Image mining is more than just an extension of data mining to image domain but an interdisciplinary endeavor. Very few people have systematically investigated this field. Clustering medical images for intelligent decision support is an important part in domain-specific application image mining because there are several technical aspects which make this problem challenging. In this paper, we firstly quantify the domain knowledge about brain image, and then incorporate this quantified measurement into the clustering algorithm.
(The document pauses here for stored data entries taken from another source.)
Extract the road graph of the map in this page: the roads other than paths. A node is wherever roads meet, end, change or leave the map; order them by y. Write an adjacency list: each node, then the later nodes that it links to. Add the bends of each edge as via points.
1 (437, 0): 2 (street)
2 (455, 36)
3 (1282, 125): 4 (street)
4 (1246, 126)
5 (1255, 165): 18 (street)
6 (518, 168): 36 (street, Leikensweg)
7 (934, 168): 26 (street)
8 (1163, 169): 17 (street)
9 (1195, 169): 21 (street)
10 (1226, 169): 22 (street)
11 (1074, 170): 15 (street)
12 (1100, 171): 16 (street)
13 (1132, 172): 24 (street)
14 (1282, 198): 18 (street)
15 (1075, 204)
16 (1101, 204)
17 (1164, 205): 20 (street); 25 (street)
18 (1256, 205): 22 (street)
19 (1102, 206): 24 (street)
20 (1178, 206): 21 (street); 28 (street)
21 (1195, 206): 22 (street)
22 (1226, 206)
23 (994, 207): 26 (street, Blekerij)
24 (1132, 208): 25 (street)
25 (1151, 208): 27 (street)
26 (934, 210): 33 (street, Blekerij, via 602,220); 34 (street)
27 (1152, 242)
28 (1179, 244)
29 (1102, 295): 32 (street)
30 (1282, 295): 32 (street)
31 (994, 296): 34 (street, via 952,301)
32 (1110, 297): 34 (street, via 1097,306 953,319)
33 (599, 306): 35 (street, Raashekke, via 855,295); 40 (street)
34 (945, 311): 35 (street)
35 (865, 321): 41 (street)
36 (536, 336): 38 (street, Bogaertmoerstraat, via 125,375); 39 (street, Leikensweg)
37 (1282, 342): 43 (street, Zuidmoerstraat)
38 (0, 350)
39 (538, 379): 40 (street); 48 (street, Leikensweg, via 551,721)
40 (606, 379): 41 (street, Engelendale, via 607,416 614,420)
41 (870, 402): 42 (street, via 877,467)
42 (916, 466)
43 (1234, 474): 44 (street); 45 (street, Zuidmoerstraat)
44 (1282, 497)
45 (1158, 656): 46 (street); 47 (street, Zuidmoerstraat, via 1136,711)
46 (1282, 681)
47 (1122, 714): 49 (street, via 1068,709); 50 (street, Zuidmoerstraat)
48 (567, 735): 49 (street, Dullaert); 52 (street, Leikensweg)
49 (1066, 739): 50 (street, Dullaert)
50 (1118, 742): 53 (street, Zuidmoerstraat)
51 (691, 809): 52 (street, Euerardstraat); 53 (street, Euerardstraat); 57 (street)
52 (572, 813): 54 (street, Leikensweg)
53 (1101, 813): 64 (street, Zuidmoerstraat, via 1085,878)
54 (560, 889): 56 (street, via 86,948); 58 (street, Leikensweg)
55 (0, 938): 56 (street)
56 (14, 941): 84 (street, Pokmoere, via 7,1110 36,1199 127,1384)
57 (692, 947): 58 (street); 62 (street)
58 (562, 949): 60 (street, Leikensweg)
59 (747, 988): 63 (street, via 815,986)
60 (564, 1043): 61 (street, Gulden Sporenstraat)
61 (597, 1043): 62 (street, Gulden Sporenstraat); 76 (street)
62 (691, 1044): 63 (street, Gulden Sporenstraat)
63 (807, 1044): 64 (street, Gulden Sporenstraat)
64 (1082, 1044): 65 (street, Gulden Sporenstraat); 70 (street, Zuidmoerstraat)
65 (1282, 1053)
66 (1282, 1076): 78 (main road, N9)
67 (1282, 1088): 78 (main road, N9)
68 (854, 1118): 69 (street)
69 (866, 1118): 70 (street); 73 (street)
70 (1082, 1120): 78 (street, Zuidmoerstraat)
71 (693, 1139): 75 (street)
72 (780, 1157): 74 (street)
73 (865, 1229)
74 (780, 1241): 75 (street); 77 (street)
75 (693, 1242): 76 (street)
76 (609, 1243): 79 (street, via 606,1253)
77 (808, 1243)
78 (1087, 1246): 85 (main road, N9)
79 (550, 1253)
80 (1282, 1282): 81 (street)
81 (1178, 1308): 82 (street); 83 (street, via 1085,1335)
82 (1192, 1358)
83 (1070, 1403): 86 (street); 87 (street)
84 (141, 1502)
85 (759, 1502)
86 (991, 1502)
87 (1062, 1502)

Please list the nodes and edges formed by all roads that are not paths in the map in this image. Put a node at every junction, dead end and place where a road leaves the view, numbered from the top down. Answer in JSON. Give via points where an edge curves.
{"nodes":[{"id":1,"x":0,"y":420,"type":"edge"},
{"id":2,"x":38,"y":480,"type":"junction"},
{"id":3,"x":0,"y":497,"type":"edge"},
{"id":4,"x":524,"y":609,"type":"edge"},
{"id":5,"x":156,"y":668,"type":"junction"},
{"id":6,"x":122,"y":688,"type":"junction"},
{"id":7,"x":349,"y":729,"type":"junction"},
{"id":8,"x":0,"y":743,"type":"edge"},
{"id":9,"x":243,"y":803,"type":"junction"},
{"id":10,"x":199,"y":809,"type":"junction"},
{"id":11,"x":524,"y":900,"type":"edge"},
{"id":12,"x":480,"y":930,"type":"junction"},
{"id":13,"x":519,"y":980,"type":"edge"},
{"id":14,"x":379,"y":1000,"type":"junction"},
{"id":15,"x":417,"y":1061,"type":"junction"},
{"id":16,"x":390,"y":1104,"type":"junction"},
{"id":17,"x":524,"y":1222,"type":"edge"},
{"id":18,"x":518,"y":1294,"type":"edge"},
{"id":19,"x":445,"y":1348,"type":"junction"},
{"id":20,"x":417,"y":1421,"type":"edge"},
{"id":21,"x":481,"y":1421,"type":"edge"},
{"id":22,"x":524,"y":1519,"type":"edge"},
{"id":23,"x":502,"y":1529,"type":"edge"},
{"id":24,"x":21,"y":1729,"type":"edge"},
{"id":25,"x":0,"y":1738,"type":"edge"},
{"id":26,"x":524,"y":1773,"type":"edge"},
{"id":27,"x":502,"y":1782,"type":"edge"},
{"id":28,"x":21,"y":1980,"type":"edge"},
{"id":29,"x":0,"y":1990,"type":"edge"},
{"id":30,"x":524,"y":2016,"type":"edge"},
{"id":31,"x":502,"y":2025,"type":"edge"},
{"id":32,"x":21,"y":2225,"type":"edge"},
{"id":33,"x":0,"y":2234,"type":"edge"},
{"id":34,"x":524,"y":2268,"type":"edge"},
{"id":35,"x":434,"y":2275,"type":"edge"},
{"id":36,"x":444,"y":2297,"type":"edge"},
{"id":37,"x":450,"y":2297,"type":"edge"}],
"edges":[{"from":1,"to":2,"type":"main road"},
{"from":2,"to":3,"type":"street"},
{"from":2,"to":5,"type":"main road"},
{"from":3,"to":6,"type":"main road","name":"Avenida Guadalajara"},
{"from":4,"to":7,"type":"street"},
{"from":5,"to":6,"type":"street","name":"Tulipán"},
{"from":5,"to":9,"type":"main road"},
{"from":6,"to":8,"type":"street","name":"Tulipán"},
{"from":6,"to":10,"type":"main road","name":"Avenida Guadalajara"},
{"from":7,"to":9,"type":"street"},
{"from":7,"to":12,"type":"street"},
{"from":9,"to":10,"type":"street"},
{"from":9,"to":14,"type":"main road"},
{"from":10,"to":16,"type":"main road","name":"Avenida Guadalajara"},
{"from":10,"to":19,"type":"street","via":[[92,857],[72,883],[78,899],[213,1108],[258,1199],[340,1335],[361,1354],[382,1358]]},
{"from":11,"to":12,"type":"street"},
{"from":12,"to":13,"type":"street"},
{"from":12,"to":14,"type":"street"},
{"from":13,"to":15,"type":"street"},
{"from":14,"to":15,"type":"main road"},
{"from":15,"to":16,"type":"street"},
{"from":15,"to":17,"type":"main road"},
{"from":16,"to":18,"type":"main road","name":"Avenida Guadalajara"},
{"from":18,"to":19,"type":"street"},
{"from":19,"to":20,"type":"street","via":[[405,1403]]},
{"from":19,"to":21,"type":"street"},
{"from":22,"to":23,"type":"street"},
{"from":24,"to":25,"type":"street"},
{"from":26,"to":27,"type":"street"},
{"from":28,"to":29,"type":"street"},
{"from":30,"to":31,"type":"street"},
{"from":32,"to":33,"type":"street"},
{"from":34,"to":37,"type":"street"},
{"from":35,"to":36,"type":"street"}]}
Our algorithm contains two parts: (1) clustering regions of interest (ROI) detected from brain image; (2) clustering images based on the similarity of ROI. We apply the method to cluster brain images and present results to demonstrate its usefulness and effectiveness.
图像挖掘不仅仅是将数据挖掘扩展到图像领域,而是一项跨学科的工作。很少有人对这个领域进行过系统的研究。为智能决策支持对医学图像进行聚类是特定领域应用图像挖掘中的一个重要部分,因为有几个技术方面使得这个问题具有挑战性。在本文中,我们首先量化关于脑图像的领域知识,然后将这种量化测量纳入聚类算法。我们的算法包括两个部分:(1)对从脑图像中检测到的感兴趣区域(ROI)进行聚类;(2)基于ROI的相似性对图像进行聚类。我们将该方法应用于脑图像聚类,并展示结果以证明其有用性和有效性。